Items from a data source
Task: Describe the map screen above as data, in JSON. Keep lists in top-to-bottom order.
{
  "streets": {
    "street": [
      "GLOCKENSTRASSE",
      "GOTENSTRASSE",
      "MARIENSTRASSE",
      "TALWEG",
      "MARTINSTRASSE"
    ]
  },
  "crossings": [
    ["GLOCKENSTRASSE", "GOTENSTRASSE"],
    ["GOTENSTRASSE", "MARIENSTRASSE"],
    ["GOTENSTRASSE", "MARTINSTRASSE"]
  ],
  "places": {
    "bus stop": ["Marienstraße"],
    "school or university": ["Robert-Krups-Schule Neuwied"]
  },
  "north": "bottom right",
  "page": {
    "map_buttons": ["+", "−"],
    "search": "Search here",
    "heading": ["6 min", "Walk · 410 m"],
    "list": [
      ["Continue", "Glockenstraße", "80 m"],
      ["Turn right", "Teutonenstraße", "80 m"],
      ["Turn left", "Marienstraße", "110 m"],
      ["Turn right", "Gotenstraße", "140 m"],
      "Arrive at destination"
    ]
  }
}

Exercise: Write the data back out verbatim.

Worked solution:
Task: Describe the map screen above as data, in JSON. Keep lists in top-to-bottom order.
{
  "streets": {
    "street": [
      "GLOCKENSTRASSE",
      "GOTENSTRASSE",
      "MARIENSTRASSE",
      "TALWEG",
      "MARTINSTRASSE"
    ]
  },
  "crossings": [
    ["GLOCKENSTRASSE", "GOTENSTRASSE"],
    ["GOTENSTRASSE", "MARIENSTRASSE"],
    ["GOTENSTRASSE", "MARTINSTRASSE"]
  ],
  "places": {
    "bus stop": ["Marienstraße"],
    "school or university": ["Robert-Krups-Schule Neuwied"]
  },
  "north": "bottom right",
  "page": {
    "map_buttons": ["+", "−"],
    "search": "Search here",
    "heading": ["6 min", "Walk · 410 m"],
    "list": [
      ["Continue", "Glockenstraße", "80 m"],
      ["Turn right", "Teutonenstraße", "80 m"],
      ["Turn left", "Marienstraße", "110 m"],
      ["Turn right", "Gotenstraße", "140 m"],
      "Arrive at destination"
    ]
  }
}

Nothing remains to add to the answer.